And New Profile activists hold another condolence visit to recently-bereaved Arab families at the towns of Umm El Fahm and Jatt. Shlomi Lahiani, a well-known local politician in Bat Yam, took the initiative of calling prominent Arabs in nearby Jaffa to organize a reconciliation meeting between the leaderships of the two cities. Both Jews and Arabs declare it an enormous success. Municipal councillors, religious leaders and other local VIP's were present -- including several from religious and right-wing parties; rabbis and sheiks were seated beside each other and seemed to be getting along famously. (One skeptic remarked: "The hotheaded youths of both sides were not there!")

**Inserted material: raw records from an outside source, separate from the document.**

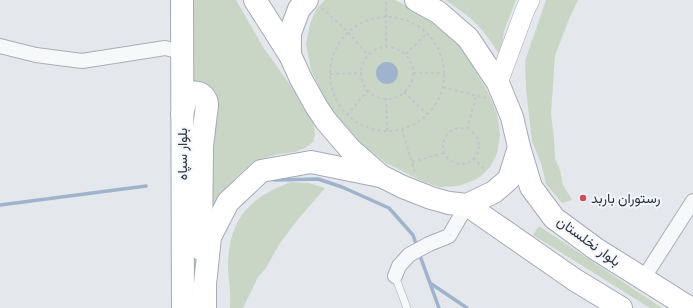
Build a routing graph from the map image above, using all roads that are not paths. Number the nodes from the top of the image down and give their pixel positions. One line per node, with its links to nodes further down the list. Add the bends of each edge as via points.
1 (182, 0): 7 (main road, بلوار سپاه)
2 (254, 0): 8 (main road)
3 (416, 0): 9 (main road, بلوار نخلستان, via 438,12 468,38)
4 (530, 0): 9 (main road)
5 (314, 3): 8 (main road, via 299,9 290,33)
6 (0, 46): 7 (street, via 82,60 165,48)
7 (182, 52): 10 (main road, بلوار سپاه)
8 (290, 55): 12 (main road, via 326,121 350,149)
9 (495, 91): 11 (main road, بلوار نخلستان, via 512,117)
10 (182, 116): 17 (main road, via 190,94 195,92 205,96 207,105 202,146 201,250); 18 (main road, بلوار سپاه)
11 (519, 147): 14 (main road, via 509,179 494,192); 16 (main road, بلوار نخلستان, via 531,188 554,218)
12 (381, 176): 14 (main road, via 431,198); 17 (main road, via 311,162 261,171 228,202 210,237)
13 (693, 202): 16 (street)
14 (468, 205): 15 (street, via 449,236 409,255 399,266); 21 (main road, via 575,280)
15 (395, 276): 20 (lane)
16 (643, 279): 22 (main road, بلوار نخلستان)
17 (205, 284): 19 (main road)
18 (183, 308)
19 (205, 308)
20 (407, 308)
21 (621, 308)
22 (690, 308)

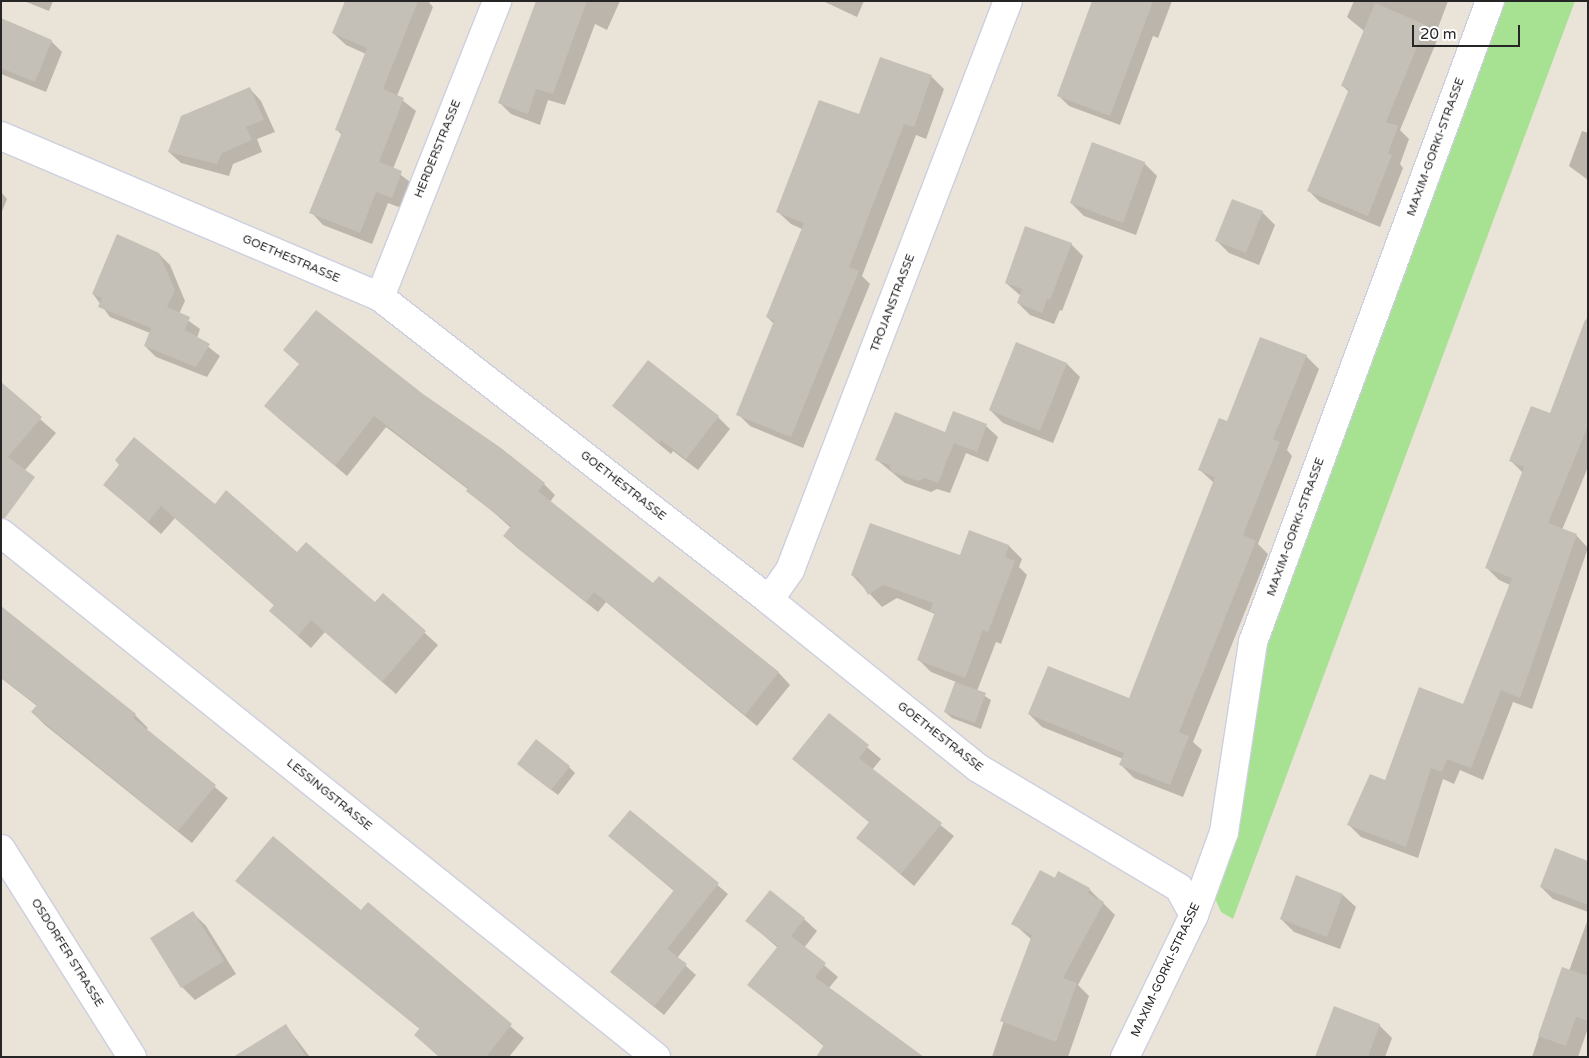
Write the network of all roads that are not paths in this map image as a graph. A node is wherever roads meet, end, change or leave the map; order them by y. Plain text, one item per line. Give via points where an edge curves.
1 (497, 1) edge
2 (1008, 1) edge
3 (1490, 1) edge
4 (1, 136) edge
5 (380, 297) junction
6 (1, 533) edge
7 (769, 600) junction
8 (1, 849) edge
9 (1194, 915) junction
10 (132, 1057) edge
11 (656, 1057) edge
12 (1125, 1057) edge

1 - 5 street, HERDERSTRASSE
2 - 7 street, TROJANSTRASSE via 790,570
3 - 9 street, MAXIM-GORKI-STRASSE via 1253,642 1224,832
4 - 5 street, GOETHESTRASSE
5 - 7 street, GOETHESTRASSE
6 - 11 street, LESSINGSTRASSE
7 - 9 street, GOETHESTRASSE via 978,768 1179,888
8 - 10 street, OSDORFER STRASSE
9 - 12 street, MAXIM-GORKI-STRASSE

There is the uncomfortable feeling that in the Occupied Territories an ordeal is going on, and that the peace movement is unable to address it. In Jerusalem's Paris Square, the sit-in initiated last week is ongoing, every day from Noon to 8.00 PM, "to express horror at the killings and the extreme expression of racism and brutality within the Israeli society and its police force" and to demand an end to the occupation. Not much else on that agenda, anywhere else in the country. Amira Hass in Ha'aretz exposes the fact that, contrary to the Israeli obligation in Sharm-A-Sheikh to remove the closure of the Palestinian cities and towns, the army is actually imposing a tighter siege; numerous roads are being systematically blocked with big rocks or concrete blocks. The rest of the media ignores this revelation and continues to insist that it is the Palestinians, and they alone, who are responsible for violating the agreements.

Thursday Oct. 19. If there had been any meager chance of a stable cease-fire in the West Bank and Gaza Strip, it was apparently shattered by what happened today: a large-scale provocative "hike" by armed settlers into Palestinian-held territory near Nablus. This developed into a fire fight with residents of the local refugee camp and soon the Israeli Army was brought in for a pitched battle, lasting several hours and resulting in one settler and one Palestinian dead and several injured.

The settlers had clearly behaved in a provocative and highly irresponsible manner, especially considering that some of them brought their little children along for the adventure. Still, they spit out wild accusations against the army, which they claim should have used more drastic means to extract them from their self-made predicament.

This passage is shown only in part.